Особое впечатление на меня произвела Бабанова. У Мейерхольда она играла в драме Третьякова "Рычи Китай" мальчика-китайчонка, который, уж не помню почему, решает повеситься и делает это на глазах у зрителей, но предварительно поет песенку, такую трогательную, такую щемящую… Это все, что запомнилось, а многое уже стерлось из памяти, видимо, ничем не задело. Так, ничего не помню из драмы Сельвинского "Командарм-2", а из пьесы Вишневского "Последний решительный" помню только пулемет, который стрелял (холостыми) в зал.
Еще, пожалуй, запомнилась Зинаида Райх в костюме Гамлета в "Списке благодеяний" Олеши, как запомнилась идея пьесы – героиня ведет два списка: один – список преступлений советской власти, другой – список ее благодеяний. По тогдашнему времени все это было еще возможно, поскольку героиня, актриса Гончарова, едет на Запад и там находит только профанацию искусства и коварных белогвардейцев-эмигрантов. Олешу я любил, Олеше я удивлялся и был очень разочарован, когда уже в Ленинграде прочел его сценарий "Строгий юноша". Но все же в Олешу я верил, и эту веру в его талант поддерживали небольшие статейки-рассуждения, которые время от времени появлялись в журналах. От Олеши в целом веяло какой-то свежестью и очарованием ощутимого на вкус и крепость слова.
Вспомнился позабытый было спектакль (так тогда говорилось, а не постановка!) в театре Революции: "Человек с портфелем" Файко, где главную роль, злостного агента белогвардейцев-эмигрантов, играл Астангов, а мальчика, его жертву, – какая-то молоденькая актриса. Впечатление от мелодраматического сюжета было сильное, хотя подробностей я уже не помню.
И совсем смутное впечатление оставил "Воздушный пирог" Ромашева. Что-то о нэпманах, их проделках и крахе.
Еще вспомнились "Рельсы гудят" Киршона в театре МГСПС (не знаю, как расшифровывалось), сюжет был – борьба красного директора железнодорожного депо и инженера из старорежимных, консерватора и рутинера. Побеждал, конечно, при поддержке рабочих "красный директор" – выдвиженец.
Не помню, но как-то по сюжету возникала нэповская квартира, и жена нэпмана, комический персонаж, делала вид, что читает Маркса!
Кажется, видел "Шторм" Билль-Белоцерковского – кажется потому, что полной уверенности у меня нет. В одной из пьес тогдашнего репертуара был постоянный персонаж – матрос-братишка, фигура героико-комическая, может быть, он появлялся в "Шторме", а может быть, в "Любови Яровой" Тренева в Малом театре.
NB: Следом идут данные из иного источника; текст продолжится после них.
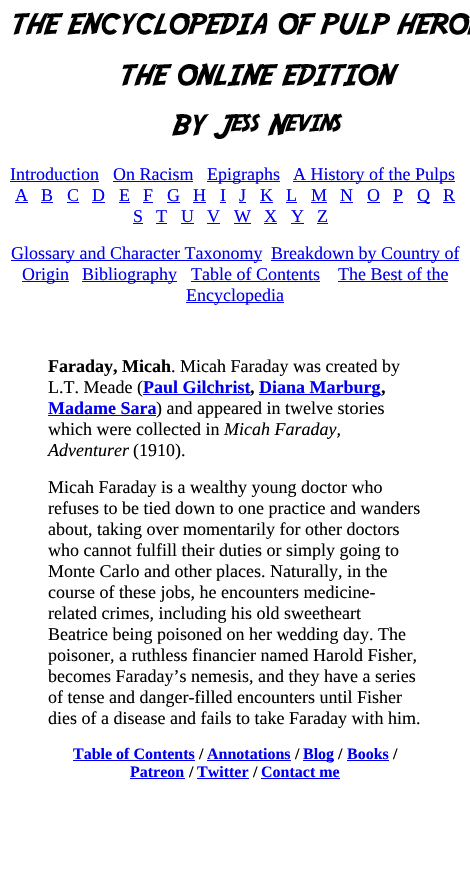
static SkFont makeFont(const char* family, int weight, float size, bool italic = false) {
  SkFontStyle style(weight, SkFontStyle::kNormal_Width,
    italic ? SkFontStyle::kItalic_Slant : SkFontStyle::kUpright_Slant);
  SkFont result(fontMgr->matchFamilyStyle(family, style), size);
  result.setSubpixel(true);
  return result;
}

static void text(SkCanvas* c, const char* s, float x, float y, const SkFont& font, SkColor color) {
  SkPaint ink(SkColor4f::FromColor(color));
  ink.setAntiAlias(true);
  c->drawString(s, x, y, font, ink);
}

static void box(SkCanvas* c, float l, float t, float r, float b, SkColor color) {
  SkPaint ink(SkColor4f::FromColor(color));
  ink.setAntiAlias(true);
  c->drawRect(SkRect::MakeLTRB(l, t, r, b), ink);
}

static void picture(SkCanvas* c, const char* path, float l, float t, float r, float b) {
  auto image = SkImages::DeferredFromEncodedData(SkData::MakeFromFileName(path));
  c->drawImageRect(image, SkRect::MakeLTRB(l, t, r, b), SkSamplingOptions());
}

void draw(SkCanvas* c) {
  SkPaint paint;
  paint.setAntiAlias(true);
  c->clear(0xffffffff);
  picture(c, "img_01.png", 13, 8, 470, 140);
  SkFont face1 = makeFont("Liberation Serif", 400, 18);
  text(c, "Introduction", 10, 180, face1, 0xff0000ee);
  box(c, 10, 181, 99, 182, 0xff0000ee);
  text(c, "On Racism", 113, 180, face1, 0xff0000ee);
  box(c, 113, 181, 193, 182, 0xff0000ee);
  box(c, 207, 181, 280, 182, 0xff0000ee);
  text(c, "Epigraphs", 207, 180, face1, 0xff0000ee);
  box(c, 293, 181, 455, 182, 0xff0000ee);
  text(c, "A History of the Pulps", 293, 180, face1, 0xff0000ee);
  text(c, "A", 15, 201, face1, 0xff0000ee);
  box(c, 15, 202, 28, 203, 0xff0000ee);
  text(c, "B", 41, 201, face1, 0xff0000ee);
  box(c, 41, 202, 53, 203, 0xff0000ee);
  text(c, "C", 67, 201, face1, 0xff0000ee);
  box(c, 67, 202, 79, 203, 0xff0000ee);
  text(c, "D", 92, 201, face1, 0xff0000ee);
  box(c, 92, 202, 105, 203, 0xff0000ee);
  text(c, "E", 119, 201, face1, 0xff0000ee);
  box(c, 119, 202, 130, 203, 0xff0000ee);
  text(c, "F", 143, 201, face1, 0xff0000ee);
  box(c, 143, 202, 153, 203, 0xff0000ee);
  text(c, "G", 167, 201, face1, 0xff0000ee);
  box(c, 167, 202, 180, 203, 0xff0000ee);
  text(c, "H", 193, 201, face1, 0xff0000ee);
  box(c, 193, 202, 206, 203, 0xff0000ee);
  text(c, "I", 220, 201, face1, 0xff0000ee);
  box(c, 220, 202, 226, 203, 0xff0000ee);
  text(c, "J", 239, 201, face1, 0xff0000ee);
  box(c, 239, 202, 246, 203, 0xff0000ee);
  text(c, "K", 260, 201, face1, 0xff0000ee);
  box(c, 260, 202, 273, 203, 0xff0000ee);
  text(c, "L", 286, 201, face1, 0xff0000ee);
  box(c, 286, 202, 297, 203, 0xff0000ee);
  text(c, "M", 311, 201, face1, 0xff0000ee);
  box(c, 311, 202, 327, 203, 0xff0000ee);
  text(c, "N", 340, 201, face1, 0xff0000ee);
  box(c, 340, 202, 353, 203, 0xff0000ee);
  text(c, "O", 367, 201, face1, 0xff0000ee);
  box(c, 367, 202, 380, 203, 0xff0000ee);
  text(c, "P", 393, 201, face1, 0xff0000ee);
  box(c, 393, 202, 403, 203, 0xff0000ee);
  box(c, 417, 202, 430, 203, 0xff0000ee);
  text(c, "Q", 417, 201, face1, 0xff0000ee);
  text(c, "R", 443, 201, face1, 0xff0000ee);
  box(c, 443, 202, 455, 203, 0xff0000ee);
  text(c, "S", 133, 222, face1, 0xff0000ee);
  box(c, 133, 223, 143, 224, 0xff0000ee);
  text(c, "T", 156, 222, face1, 0xff0000ee);
  box(c, 156, 223, 167, 224, 0xff0000ee);
  text(c, "U", 181, 222, face1, 0xff0000ee);
  box(c, 181, 223, 194, 224, 0xff0000ee);
  text(c, "V", 207, 222, face1, 0xff0000ee);
  box(c, 207, 223, 220, 224, 0xff0000ee);
  text(c, "W", 234, 222, face1, 0xff0000ee);
  box(c, 234, 223, 251, 224, 0xff0000ee);
  text(c, "X", 264, 222, face1, 0xff0000ee);
  box(c, 264, 223, 277, 224, 0xff0000ee);
  text(c, "Y", 291, 222, face1, 0xff0000ee);
  box(c, 291, 223, 304, 224, 0xff0000ee);
  text(c, "Z", 317, 222, face1, 0xff0000ee);
  box(c, 317, 223, 328, 224, 0xff0000ee);
  box(c, 11, 260, 262, 261, 0xff0000ee);
  text(c, "Glossary and Character Taxonomy", 11, 259, face1, 0xff0000ee);
  box(c, 271, 260, 459, 261, 0xff0000ee);
  text(c, "Breakdown by Country of", 271, 259, face1, 0xff0000ee);
  box(c, 22, 281, 69, 282, 0xff0000ee);
  text(c, "Origin", 22, 280, face1, 0xff0000ee);
  box(c, 82, 281, 177, 282, 0xff0000ee);
  text(c, "Bibliography", 82, 280, face1, 0xff0000ee);
  text(c, "Table of Contents", 191, 280, face1, 0xff0000ee);
  box(c, 191, 281, 320, 282, 0xff0000ee);
  text(c, "The Best of the", 338, 280, face1, 0xff0000ee);
  box(c, 338, 281, 448, 282, 0xff0000ee);
  box(c, 186, 302, 284, 303, 0xff0000ee);
  text(c, "Encyclopedia", 186, 301, face1, 0xff0000ee);
  SkFont face2 = makeFont("Liberation Serif", 700, 18);
  text(c, "Faraday, Micah", 48, 372, face2, 0xff000000);
  text(c, ". Micah Faraday was created by", 171, 372, face1, 0xff000000);
  text(c, "L.T. Meade (", 48, 393, face1, 0xff000000);
  text(c, "Paul Gilchrist", 143, 393, face2, 0xff0000ee);
  text(c, ",", 250, 393, face2, 0xff000000);
  box(c, 143, 394, 250, 395, 0xff0000ee);
  box(c, 259, 394, 381, 395, 0xff0000ee);
  text(c, "Diana Marburg", 259, 393, face2, 0xff0000ee);
  text(c, ",", 381, 393, face2, 0xff000000);
  text(c, "Madame Sara", 48, 414, face2, 0xff0000ee);
  text(c, ") and appeared in twelve stories", 156, 414, face1, 0xff000000);
  box(c, 48, 415, 156, 416, 0xff0000ee);
  text(c, "which were collected in", 48, 435, face1, 0xff000000);
  SkFont face3 = makeFont("Liberation Serif", 400, 18, true);
  text(c, "Micah Faraday,", 224, 435, face3, 0xff000000);
  text(c, "Adventurer", 48, 456, face3, 0xff000000);
  text(c, "(1910).", 133, 456, face1, 0xff000000);
  text(c, "Micah Faraday is a wealthy young doctor who", 48, 493, face1, 0xff000000);
  text(c, "refuses to be tied down to one practice and wanders", 48, 514, face1, 0xff000000);
  text(c, "about, taking over momentarily for other doctors", 48, 535, face1, 0xff000000);
  text(c, "who cannot fulfill their duties or simply going to", 48, 556, face1, 0xff000000);
  text(c, "Monte Carlo and other places. Naturally, in the", 48, 577, face1, 0xff000000);
  text(c, "course of these jobs, he encounters medicine-", 48, 598, face1, 0xff000000);
  text(c, "related crimes, including his old sweetheart", 48, 619, face1, 0xff000000);
  text(c, "Beatrice being poisoned on her wedding day. The", 48, 640, face1, 0xff000000);
  text(c, "poisoner, a ruthless financier named Harold Fisher,", 48, 661, face1, 0xff000000);
  text(c, "becomes Faraday’s nemesis, and they have a series", 48, 682, face1, 0xff000000);
  text(c, "of tense and danger-filled encounters until Fisher", 48, 703, face1, 0xff000000);
  text(c, "dies of a disease and fails to take Faraday with him.", 48, 724, face1, 0xff000000);
  SkFont face4 = makeFont("Liberation Serif", 700, 16);
  text(c, "Table of Contents", 73, 759, face4, 0xff0000ee);
  box(c, 73, 760, 195, 761, 0xff0000ee);
  text(c, "/", 199, 759, face4, 0xff000000);
  text(c, "Annotations", 207, 759, face4, 0xff0000ee);
  box(c, 207, 760, 291, 761, 0xff0000ee);
  text(c, "/", 295, 759, face4, 0xff000000);
  box(c, 303, 760, 334, 761, 0xff0000ee);
  text(c, "Blog", 303, 759, face4, 0xff0000ee);
  text(c, "/", 338, 759, face4, 0xff000000);
  text(c, "Books", 347, 759, face4, 0xff0000ee);
  box(c, 347, 760, 389, 761, 0xff0000ee);
  text(c, "/", 393, 759, face4, 0xff000000);
  text(c, "Patreon", 130, 777, face4, 0xff0000ee);
  box(c, 130, 778, 185, 779, 0xff0000ee);
  text(c, "/", 189, 777, face4, 0xff000000);
  text(c, "Twitter", 197, 777, face4, 0xff0000ee);
  box(c, 197, 778, 249, 779, 0xff0000ee);
  text(c, "/", 253, 777, face4, 0xff000000);
  text(c, "Contact me", 261, 777, face4, 0xff0000ee);
  box(c, 261, 778, 340, 779, 0xff0000ee);
}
Помню только, что долго интриговала меня афиша этой пьесы, которую я понимал буквально и не мог совместить эпитет "яровая" с существительным "любовь"…
Должен признаться, что чтение газет не всегда у меня складывалось удачно. Так, я очень увлекался фельетонами Сосновского в "Правде". Они действительно были хороши в своем жанре. Он очень увлеченно писал о всяких достижениях крестьян-единоличников (еще не было идеи коллективизации!). Так вот, название одного из его фельетонов я прочел вслух, чем очень рассмешил родителей. Назывался он "Пафос сепаратора", а я прочел: "Пафос серпаптора".
Не знаю, кому принадлежала идея осуществить у нас в школе свою театральную постановку. Был приглашен, как позднее я понял, замечательный характерный актер МХАТа – Таскин. Выбор текста был не очень удачен: решили поставить сцену из "Мятежа" Фурманова. Долго репетировали и сыграли на общешкольном вечере с приглашением родителей. Таскин, который потратил много сил, чтобы создать на сцене "настроение", был недоволен, но зрителям очень понравилось.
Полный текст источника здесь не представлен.